NOTE: Invalid data for city in line 30 1-2.
RULE:      ----+----1----+----2----+----3----+----4----+----5----+----6----+----7----+----8----+----9----+----0         
30         DC 89 100
city=. temp=89 max_temp=100 _ERROR_=1 _N_=1
NOTE: Invalid data for city in line 31 1-2.
31         DC 91 100
city=. temp=91 max_temp=100 _ERROR_=1 _N_=2
NOTE: Invalid data for city in line 32 1-2.
32         DC 98 100
city=. temp=98 max_temp=100 _ERROR_=1 _N_=3
NOTE: Invalid data for city in line 33 1-2.
33         DC 101 100
city=. temp=101 max_temp=100 _ERROR_=1 _N_=4
NOTE: Invalid data for city in line 34 1-2.
34         DC 105 100
city=. temp=105 max_temp=100 _ERROR_=1 _N_=5

Edit your original post with valid SAS code.  Hint:  city is a character variable.

Put as much effort into your post as you expect of others in their reply (I'm not trolling, perhaps that's a harsh way of saying test your code before you post).

 

Edit:

 

Ok, this is what I tried, but I'm not going to put further effort into it.  Perhaps you can run with this and get it to work.

 

data have;
input city temp max_temp;
datalines;
DC 89 100
DC 91 100
DC 98 100
DC 101 100
DC 105 100
NY 86 100
NY 98 100
LA 78 100
LA 89 100
LA 106 100
LA 107 100
;
run;

proc summary data=have (where=(temp <= max_temp)) nway;
   by city notsorted;
   var temp;
   output out=avg mean=avg;
run;

Please post your question as a self-contained data step in the form of "have" (source) and "want" (desired results).
I won't contribute to your post if I can't cut-and-paste your syntactically correct code into SAS.

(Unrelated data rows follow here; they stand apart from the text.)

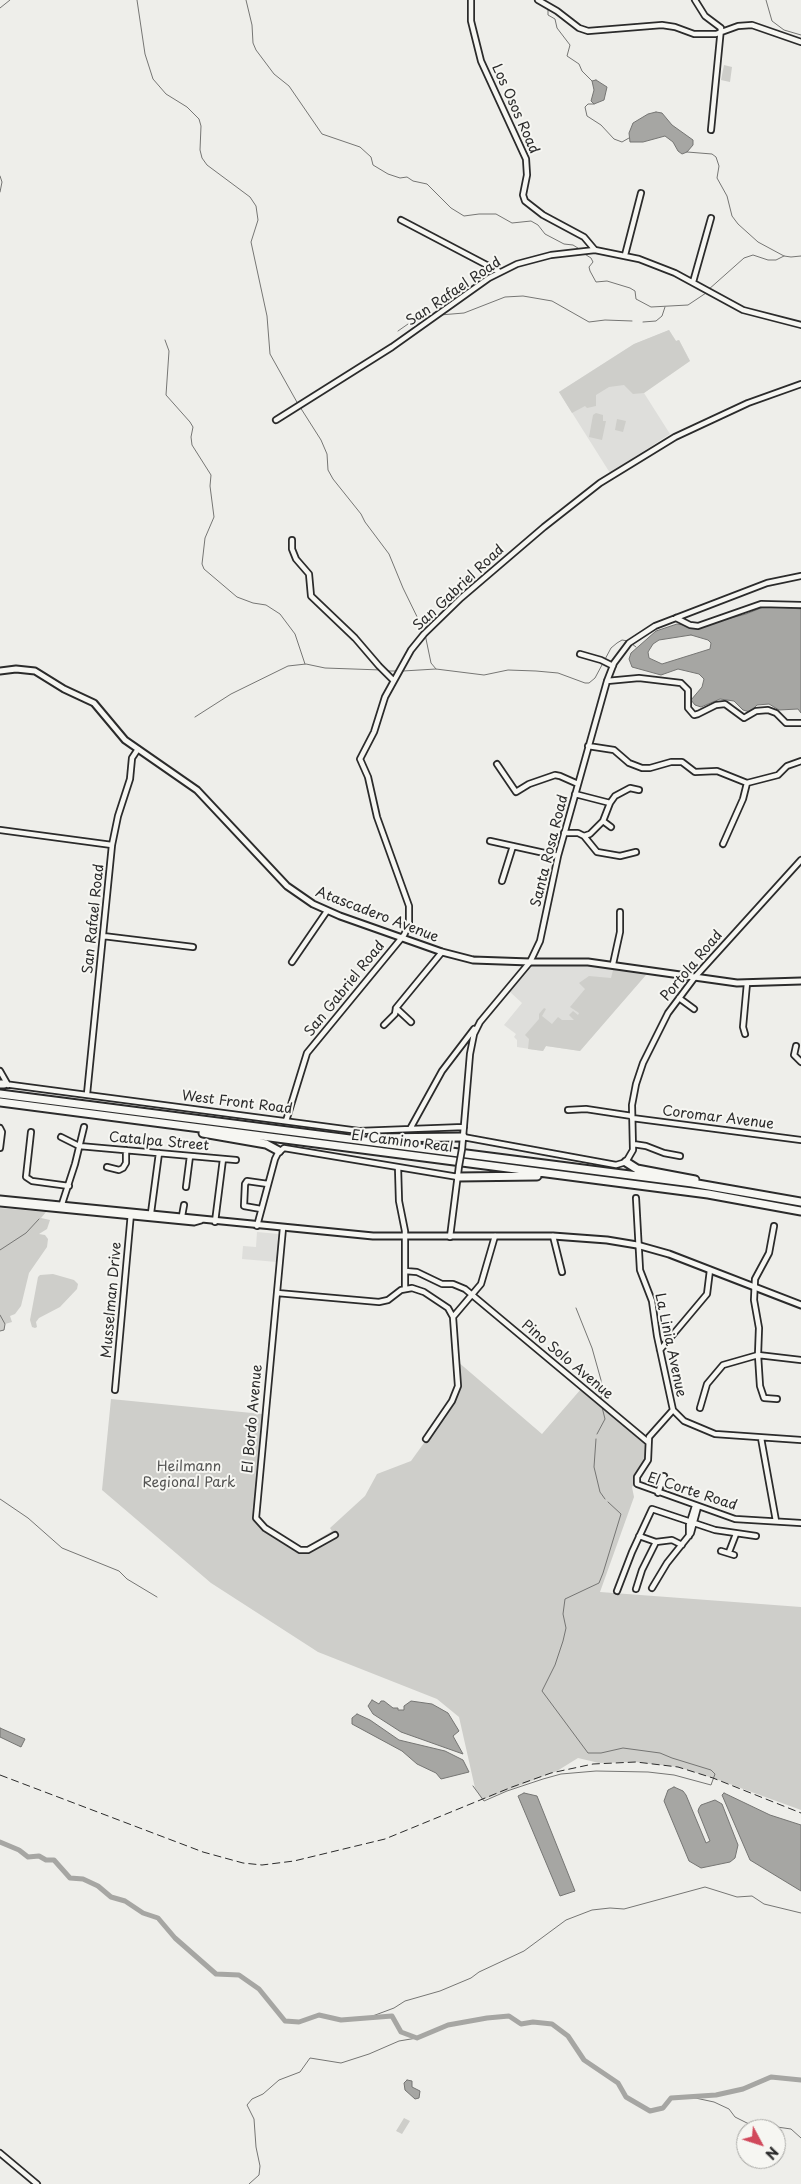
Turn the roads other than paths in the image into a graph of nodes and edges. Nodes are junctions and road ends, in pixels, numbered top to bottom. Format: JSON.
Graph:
{"nodes":[{"id":1,"x":471,"y":0,"type":"edge"},
{"id":2,"x":538,"y":0,"type":"edge"},
{"id":3,"x":695,"y":0,"type":"edge"},
{"id":4,"x":720,"y":31,"type":"junction"},
{"id":5,"x":801,"y":42,"type":"edge"},
{"id":6,"x":711,"y":130,"type":"dead end"},
{"id":7,"x":640,"y":193,"type":"dead end"},
{"id":8,"x":712,"y":218,"type":"dead end"},
{"id":9,"x":401,"y":220,"type":"dead end"},
{"id":10,"x":595,"y":250,"type":"junction"},
{"id":11,"x":625,"y":255,"type":"junction"},
{"id":12,"x":500,"y":272,"type":"junction"},
{"id":13,"x":693,"y":282,"type":"junction"},
{"id":14,"x":801,"y":325,"type":"edge"},
{"id":15,"x":801,"y":384,"type":"edge"},
{"id":16,"x":276,"y":420,"type":"dead end"},
{"id":17,"x":292,"y":540,"type":"dead end"},
{"id":18,"x":801,"y":576,"type":"edge"},
{"id":19,"x":801,"y":605,"type":"edge"},
{"id":20,"x":676,"y":618,"type":"junction"},
{"id":21,"x":580,"y":654,"type":"dead end"},
{"id":22,"x":613,"y":666,"type":"junction"},
{"id":23,"x":0,"y":671,"type":"edge"},
{"id":24,"x":393,"y":680,"type":"junction"},
{"id":25,"x":607,"y":681,"type":"junction"},
{"id":26,"x":801,"y":723,"type":"edge"},
{"id":27,"x":588,"y":746,"type":"junction"},
{"id":28,"x":138,"y":749,"type":"junction"},
{"id":29,"x":801,"y":761,"type":"edge"},
{"id":30,"x":497,"y":764,"type":"dead end"},
{"id":31,"x":746,"y":783,"type":"junction"},
{"id":32,"x":578,"y":784,"type":"junction"},
{"id":33,"x":639,"y":790,"type":"dead end"},
{"id":34,"x":575,"y":794,"type":"junction"},
{"id":35,"x":610,"y":803,"type":"junction"},
{"id":36,"x":602,"y":821,"type":"junction"},
{"id":37,"x":611,"y":827,"type":"dead end"},
{"id":38,"x":0,"y":830,"type":"edge"},
{"id":39,"x":564,"y":833,"type":"junction"},
{"id":40,"x":584,"y":836,"type":"junction"},
{"id":41,"x":490,"y":841,"type":"dead end"},
{"id":42,"x":723,"y":844,"type":"dead end"},
{"id":43,"x":112,"y":845,"type":"junction"},
{"id":44,"x":513,"y":846,"type":"junction"},
{"id":45,"x":636,"y":852,"type":"dead end"},
{"id":46,"x":558,"y":856,"type":"junction"},
{"id":47,"x":801,"y":860,"type":"edge"},
{"id":48,"x":502,"y":881,"type":"dead end"},
{"id":49,"x":327,"y":911,"type":"junction"},
{"id":50,"x":620,"y":912,"type":"dead end"},
{"id":51,"x":103,"y":936,"type":"junction"},
{"id":52,"x":401,"y":938,"type":"junction"},
{"id":53,"x":193,"y":948,"type":"dead end"},
{"id":54,"x":442,"y":952,"type":"junction"},
{"id":55,"x":292,"y":962,"type":"dead end"},
{"id":56,"x":530,"y":962,"type":"junction"},
{"id":57,"x":613,"y":964,"type":"junction"},
{"id":58,"x":695,"y":977,"type":"junction"},
{"id":59,"x":801,"y":981,"type":"edge"},
{"id":60,"x":747,"y":983,"type":"junction"},
{"id":61,"x":679,"y":998,"type":"junction"},
{"id":62,"x":396,"y":1008,"type":"junction"},
{"id":63,"x":694,"y":1009,"type":"dead end"},
{"id":64,"x":411,"y":1022,"type":"dead end"},
{"id":65,"x":480,"y":1022,"type":"junction"},
{"id":66,"x":384,"y":1025,"type":"dead end"},
{"id":67,"x":745,"y":1034,"type":"dead end"},
{"id":68,"x":463,"y":1044,"type":"junction"},
{"id":69,"x":471,"y":1046,"type":"junction"},
{"id":70,"x":796,"y":1046,"type":"dead end"},
{"id":71,"x":801,"y":1062,"type":"edge"},
{"id":72,"x":0,"y":1071,"type":"edge"},
{"id":73,"x":4,"y":1084,"type":"edge"},
{"id":74,"x":0,"y":1094,"type":"edge"},
{"id":75,"x":87,"y":1094,"type":"junction"},
{"id":76,"x":0,"y":1102,"type":"edge"},
{"id":77,"x":568,"y":1110,"type":"dead end"},
{"id":78,"x":632,"y":1117,"type":"junction"},
{"id":79,"x":286,"y":1121,"type":"junction"},
{"id":80,"x":154,"y":1123,"type":"junction"},
{"id":81,"x":84,"y":1127,"type":"dead end"},
{"id":82,"x":464,"y":1127,"type":"junction"},
{"id":83,"x":0,"y":1128,"type":"edge"},
{"id":84,"x":410,"y":1129,"type":"junction"},
{"id":85,"x":31,"y":1132,"type":"dead end"},
{"id":86,"x":463,"y":1137,"type":"junction"},
{"id":87,"x":61,"y":1138,"type":"dead end"},
{"id":88,"x":353,"y":1139,"type":"junction"},
{"id":89,"x":801,"y":1140,"type":"edge"},
{"id":90,"x":633,"y":1144,"type":"junction"},
{"id":91,"x":79,"y":1146,"type":"junction"},
{"id":92,"x":0,"y":1148,"type":"edge"},
{"id":93,"x":126,"y":1150,"type":"junction"},
{"id":94,"x":279,"y":1151,"type":"junction"},
{"id":95,"x":159,"y":1153,"type":"junction"},
{"id":96,"x":190,"y":1156,"type":"junction"},
{"id":97,"x":680,"y":1156,"type":"dead end"},
{"id":98,"x":223,"y":1159,"type":"junction"},
{"id":99,"x":236,"y":1160,"type":"dead end"},
{"id":100,"x":626,"y":1162,"type":"junction"},
{"id":101,"x":107,"y":1167,"type":"dead end"},
{"id":102,"x":398,"y":1167,"type":"junction"},
{"id":103,"x":458,"y":1178,"type":"junction"},
{"id":104,"x":592,"y":1180,"type":"junction"},
{"id":105,"x":268,"y":1184,"type":"junction"},
{"id":106,"x":69,"y":1186,"type":"junction"},
{"id":107,"x":186,"y":1186,"type":"dead end"},
{"id":108,"x":727,"y":1188,"type":"junction"},
{"id":109,"x":636,"y":1198,"type":"dead end"},
{"id":110,"x":0,"y":1199,"type":"edge"},
{"id":111,"x":801,"y":1202,"type":"edge"},
{"id":112,"x":0,"y":1203,"type":"edge"},
{"id":113,"x":184,"y":1205,"type":"dead end"},
{"id":114,"x":61,"y":1207,"type":"junction"},
{"id":115,"x":261,"y":1210,"type":"junction"},
{"id":116,"x":801,"y":1211,"type":"edge"},
{"id":117,"x":151,"y":1213,"type":"junction"},
{"id":118,"x":131,"y":1214,"type":"junction"},
{"id":119,"x":182,"y":1216,"type":"junction"},
{"id":120,"x":201,"y":1220,"type":"junction"},
{"id":121,"x":215,"y":1222,"type":"junction"},
{"id":122,"x":257,"y":1226,"type":"junction"},
{"id":123,"x":774,"y":1226,"type":"dead end"},
{"id":124,"x":283,"y":1228,"type":"junction"},
{"id":125,"x":450,"y":1236,"type":"junction"},
{"id":126,"x":495,"y":1236,"type":"junction"},
{"id":127,"x":553,"y":1236,"type":"junction"},
{"id":128,"x":406,"y":1237,"type":"junction"},
{"id":129,"x":637,"y":1245,"type":"junction"},
{"id":130,"x":710,"y":1270,"type":"junction"},
{"id":131,"x":405,"y":1271,"type":"junction"},
{"id":132,"x":562,"y":1272,"type":"dead end"},
{"id":133,"x":754,"y":1287,"type":"junction"},
{"id":134,"x":405,"y":1288,"type":"junction"},
{"id":135,"x":277,"y":1293,"type":"junction"},
{"id":136,"x":472,"y":1296,"type":"junction"},
{"id":137,"x":801,"y":1305,"type":"edge"},
{"id":138,"x":453,"y":1317,"type":"junction"},
{"id":139,"x":660,"y":1350,"type":"junction"},
{"id":140,"x":758,"y":1354,"type":"junction"},
{"id":141,"x":801,"y":1360,"type":"edge"},
{"id":142,"x":115,"y":1390,"type":"dead end"},
{"id":143,"x":777,"y":1399,"type":"dead end"},
{"id":144,"x":700,"y":1408,"type":"dead end"},
{"id":145,"x":673,"y":1410,"type":"junction"},
{"id":146,"x":761,"y":1438,"type":"junction"},
{"id":147,"x":426,"y":1439,"type":"dead end"},
{"id":148,"x":801,"y":1440,"type":"edge"},
{"id":149,"x":648,"y":1442,"type":"junction"},
{"id":150,"x":664,"y":1476,"type":"dead end"},
{"id":151,"x":636,"y":1484,"type":"joint"},
{"id":152,"x":658,"y":1493,"type":"junction"},
{"id":153,"x":697,"y":1507,"type":"junction"},
{"id":154,"x":691,"y":1521,"type":"junction"},
{"id":155,"x":776,"y":1521,"type":"junction"},
{"id":156,"x":801,"y":1523,"type":"edge"},
{"id":157,"x":736,"y":1534,"type":"junction"},
{"id":158,"x":335,"y":1535,"type":"dead end"},
{"id":159,"x":639,"y":1536,"type":"junction"},
{"id":160,"x":756,"y":1536,"type":"dead end"},
{"id":161,"x":656,"y":1542,"type":"junction"},
{"id":162,"x":682,"y":1545,"type":"junction"},
{"id":163,"x":721,"y":1551,"type":"dead end"},
{"id":164,"x":729,"y":1552,"type":"junction"},
{"id":165,"x":734,"y":1555,"type":"dead end"},
{"id":166,"x":652,"y":1588,"type":"dead end"},
{"id":167,"x":636,"y":1589,"type":"dead end"},
{"id":168,"x":617,"y":1591,"type":"dead end"},
{"id":169,"x":0,"y":2153,"type":"edge"},
{"id":170,"x":37,"y":2184,"type":"edge"}],
"edges":[{"from":1,"to":10,"type":"street","name":"Los Osos Road"},
{"from":2,"to":4,"type":"street"},
{"from":3,"to":4,"type":"street"},
{"from":4,"to":5,"type":"street"},
{"from":4,"to":6,"type":"street"},
{"from":7,"to":11,"type":"street"},
{"from":8,"to":13,"type":"street"},
{"from":9,"to":12,"type":"street"},
{"from":10,"to":11,"type":"street","name":"San Rafael Road"},
{"from":10,"to":12,"type":"street","name":"San Rafael Road"},
{"from":11,"to":13,"type":"street","name":"San Rafael Road"},
{"from":12,"to":16,"type":"street","name":"San Rafael Road"},
{"from":13,"to":14,"type":"street","name":"San Rafael Road"},
{"from":15,"to":24,"type":"street","name":"San Gabriel Road"},
{"from":17,"to":24,"type":"street"},
{"from":18,"to":20,"type":"street","name":"Santa Rosa Road"},
{"from":19,"to":20,"type":"street"},
{"from":20,"to":22,"type":"street","name":"Santa Rosa Road"},
{"from":21,"to":22,"type":"street"},
{"from":22,"to":25,"type":"street","name":"Santa Rosa Road"},
{"from":23,"to":28,"type":"main road","name":"Atascadero Avenue"},
{"from":24,"to":52,"type":"street","name":"San Gabriel Road"},
{"from":25,"to":26,"type":"street"},
{"from":25,"to":27,"type":"street","name":"Santa Rosa Road"},
{"from":27,"to":31,"type":"street"},
{"from":27,"to":32,"type":"street","name":"Santa Rosa Road"},
{"from":28,"to":43,"type":"street","name":"San Rafael Road"},
{"from":28,"to":49,"type":"main road","name":"Atascadero Avenue"},
{"from":29,"to":31,"type":"street"},
{"from":30,"to":32,"type":"street"},
{"from":31,"to":42,"type":"street"},
{"from":32,"to":34,"type":"street","name":"Santa Rosa Road"},
{"from":33,"to":35,"type":"street"},
{"from":34,"to":35,"type":"street"},
{"from":34,"to":39,"type":"street","name":"Santa Rosa Road"},
{"from":35,"to":36,"type":"street"},
{"from":36,"to":37,"type":"street"},
{"from":36,"to":40,"type":"street"},
{"from":38,"to":43,"type":"street"},
{"from":39,"to":40,"type":"street"},
{"from":39,"to":46,"type":"street","name":"Santa Rosa Road"},
{"from":40,"to":45,"type":"street"},
{"from":41,"to":44,"type":"street"},
{"from":43,"to":51,"type":"street","name":"San Rafael Road"},
{"from":44,"to":46,"type":"street"},
{"from":44,"to":48,"type":"street"},
{"from":46,"to":56,"type":"street","name":"Santa Rosa Road"},
{"from":47,"to":58,"type":"street","name":"Portola Road"},
{"from":49,"to":52,"type":"main road","name":"Atascadero Avenue"},
{"from":49,"to":55,"type":"street"},
{"from":50,"to":57,"type":"street"},
{"from":51,"to":53,"type":"street"},
{"from":51,"to":75,"type":"street","name":"San Rafael Road"},
{"from":52,"to":54,"type":"main road","name":"Atascadero Avenue"},
{"from":52,"to":79,"type":"street","name":"San Gabriel Road"},
{"from":54,"to":56,"type":"main road","name":"Atascadero Avenue"},
{"from":54,"to":62,"type":"street"},
{"from":56,"to":57,"type":"main road","name":"Atascadero Avenue"},
{"from":56,"to":65,"type":"street","name":"Santa Rosa Road"},
{"from":57,"to":58,"type":"main road","name":"Atascadero Avenue"},
{"from":58,"to":60,"type":"main road","name":"Atascadero Avenue"},
{"from":58,"to":61,"type":"street","name":"Portola Road"},
{"from":59,"to":60,"type":"main road","name":"Atascadero Avenue"},
{"from":60,"to":67,"type":"street"},
{"from":61,"to":63,"type":"street"},
{"from":61,"to":78,"type":"street","name":"Portola Road"},
{"from":62,"to":64,"type":"street"},
{"from":62,"to":66,"type":"street"},
{"from":65,"to":68,"type":"street"},
{"from":65,"to":69,"type":"street","name":"Santa Rosa Road"},
{"from":68,"to":69,"type":"street"},
{"from":68,"to":84,"type":"street"},
{"from":69,"to":82,"type":"street","name":"Santa Rosa Road"},
{"from":70,"to":71,"type":"street"},
{"from":72,"to":73,"type":"street","name":"West Front Road"},
{"from":73,"to":75,"type":"street","name":"West Front Road"},
{"from":74,"to":88,"type":"highway","name":"El Camino Real"},
{"from":75,"to":79,"type":"street","name":"West Front Road"},
{"from":76,"to":80,"type":"highway","name":"El Camino Real"},
{"from":77,"to":78,"type":"street","name":"Coromar Avenue"},
{"from":78,"to":89,"type":"street","name":"Coromar Avenue"},
{"from":78,"to":90,"type":"street","name":"Portola Road"},
{"from":79,"to":84,"type":"street","name":"West Front Road"},
{"from":80,"to":94,"type":"highway"},
{"from":80,"to":104,"type":"highway","name":"El Camino Real"},
{"from":81,"to":91,"type":"street"},
{"from":82,"to":84,"type":"street","name":"West Front Road"},
{"from":82,"to":86,"type":"street","name":"Santa Rosa Road"},
{"from":83,"to":92,"type":"street"},
{"from":85,"to":106,"type":"street"},
{"from":86,"to":88,"type":"highway"},
{"from":86,"to":100,"type":"street"},
{"from":86,"to":103,"type":"street","name":"Santa Rosa Road","bridge":true},
{"from":87,"to":91,"type":"street","name":"Catalpa Street"},
{"from":88,"to":108,"type":"highway","name":"El Camino Real"},
{"from":90,"to":97,"type":"street"},
{"from":90,"to":100,"type":"street","name":"Portola Road"},
{"from":91,"to":93,"type":"street","name":"Catalpa Street"},
{"from":91,"to":106,"type":"street"},
{"from":93,"to":95,"type":"street","name":"Catalpa Street"},
{"from":93,"to":101,"type":"street"},
{"from":94,"to":102,"type":"street"},
{"from":94,"to":105,"type":"street"},
{"from":95,"to":96,"type":"street","name":"Catalpa Street"},
{"from":95,"to":117,"type":"street"},
{"from":96,"to":98,"type":"street","name":"Catalpa Street"},
{"from":96,"to":107,"type":"street"},
{"from":98,"to":99,"type":"street","name":"Catalpa Street"},
{"from":98,"to":121,"type":"street"},
{"from":100,"to":108,"type":"highway"},
{"from":102,"to":103,"type":"street"},
{"from":102,"to":128,"type":"street"},
{"from":103,"to":104,"type":"highway"},
{"from":103,"to":125,"type":"street","name":"Santa Rosa Road"},
{"from":104,"to":116,"type":"highway","name":"El Camino Real"},
{"from":105,"to":115,"type":"street"},
{"from":105,"to":115,"type":"street"},
{"from":106,"to":114,"type":"street"},
{"from":108,"to":111,"type":"highway","name":"El Camino Real"},
{"from":109,"to":129,"type":"street","name":"La Linia Avenue"},
{"from":110,"to":114,"type":"main road"},
{"from":112,"to":114,"type":"main road"},
{"from":113,"to":119,"type":"street"},
{"from":114,"to":118,"type":"main road"},
{"from":115,"to":122,"type":"street"},
{"from":117,"to":118,"type":"main road"},
{"from":117,"to":119,"type":"main road"},
{"from":118,"to":120,"type":"main road"},
{"from":118,"to":142,"type":"street","name":"Musselman Drive"},
{"from":119,"to":120,"type":"main road"},
{"from":120,"to":121,"type":"main road"},
{"from":121,"to":122,"type":"main road"},
{"from":122,"to":124,"type":"main road"},
{"from":123,"to":133,"type":"street"},
{"from":124,"to":128,"type":"main road"},
{"from":124,"to":135,"type":"street","name":"El Bordo Avenue"},
{"from":125,"to":126,"type":"main road"},
{"from":125,"to":128,"type":"main road"},
{"from":126,"to":127,"type":"main road"},
{"from":126,"to":136,"type":"street"},
{"from":127,"to":129,"type":"main road"},
{"from":127,"to":132,"type":"street"},
{"from":128,"to":131,"type":"street"},
{"from":129,"to":130,"type":"main road"},
{"from":129,"to":139,"type":"street","name":"La Linia Avenue"},
{"from":130,"to":133,"type":"main road"},
{"from":130,"to":139,"type":"street"},
{"from":131,"to":134,"type":"street"},
{"from":131,"to":136,"type":"street","name":"Pino Solo Avenue"},
{"from":133,"to":137,"type":"main road"},
{"from":133,"to":140,"type":"street"},
{"from":134,"to":135,"type":"street"},
{"from":134,"to":138,"type":"street"},
{"from":135,"to":158,"type":"street","name":"El Bordo Avenue"},
{"from":136,"to":138,"type":"street"},
{"from":136,"to":149,"type":"street","name":"Pino Solo Avenue"},
{"from":138,"to":147,"type":"street"},
{"from":139,"to":145,"type":"street","name":"La Linia Avenue"},
{"from":140,"to":141,"type":"street"},
{"from":140,"to":143,"type":"street"},
{"from":140,"to":144,"type":"street"},
{"from":145,"to":146,"type":"street"},
{"from":145,"to":149,"type":"street","name":"La Linia Avenue"},
{"from":146,"to":148,"type":"street"},
{"from":146,"to":155,"type":"street"},
{"from":149,"to":151,"type":"street","name":"La Linia Avenue"},
{"from":150,"to":152,"type":"street"},
{"from":151,"to":152,"type":"street","name":"El Corte Road"},
{"from":152,"to":153,"type":"street","name":"El Corte Road"},
{"from":153,"to":154,"type":"street"},
{"from":153,"to":155,"type":"street","name":"El Corte Road"},
{"from":154,"to":157,"type":"street"},
{"from":154,"to":159,"type":"street"},
{"from":154,"to":162,"type":"street"},
{"from":155,"to":156,"type":"street","name":"El Corte Road"},
{"from":157,"to":160,"type":"street"},
{"from":157,"to":164,"type":"street"},
{"from":159,"to":161,"type":"street"},
{"from":159,"to":168,"type":"street"},
{"from":161,"to":162,"type":"street"},
{"from":161,"to":167,"type":"street"},
{"from":162,"to":166,"type":"street"},
{"from":163,"to":164,"type":"street"},
{"from":164,"to":165,"type":"street"},
{"from":169,"to":170,"type":"street"}]}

View solution in original post

6 REPLIES 6
PGStats
Opal | Level 21

"if the temp is greater than max_temp, I want to ignore the rest of the datalines and calculate average temperature for each city"

Do you mean to ignore all subsequent temperatures, even if inferior to max_temp?

PG
saslovethemost
Quartz | Level 8

Thanks for the reply, the data provided does not have like that(inferior) but I would like to know if it is inferior as well.

ScottBass
Rhodochrosite | Level 12

I get an error when I run this:

 

data have;
input city temp max_temp;
datalines;
DC 89 100
DC 91 100
DC 98 100
DC 101 100
DC 105 100
NY 86 100
NY 98 100
LA 78 100
LA 89 100
LA 106 100
LA 107 100
;
run;

Log:

 

NOTE: Invalid data for city in line 30 1-2.
RULE:      ----+----1----+----2----+----3----+----4----+----5----+----6----+----7----+----8----+----9----+----0         
30         DC 89 100
city=. temp=89 max_temp=100 _ERROR_=1 _N_=1
NOTE: Invalid data for city in line 31 1-2.
31         DC 91 100
city=. temp=91 max_temp=100 _ERROR_=1 _N_=2
NOTE: Invalid data for city in line 32 1-2.
32         DC 98 100
city=. temp=98 max_temp=100 _ERROR_=1 _N_=3
NOTE: Invalid data for city in line 33 1-2.
33         DC 101 100
city=. temp=101 max_temp=100 _ERROR_=1 _N_=4
NOTE: Invalid data for city in line 34 1-2.
34         DC 105 100
city=. temp=105 max_temp=100 _ERROR_=1 _N_=5

Edit your original post with valid SAS code.  Hint:  city is a character variable.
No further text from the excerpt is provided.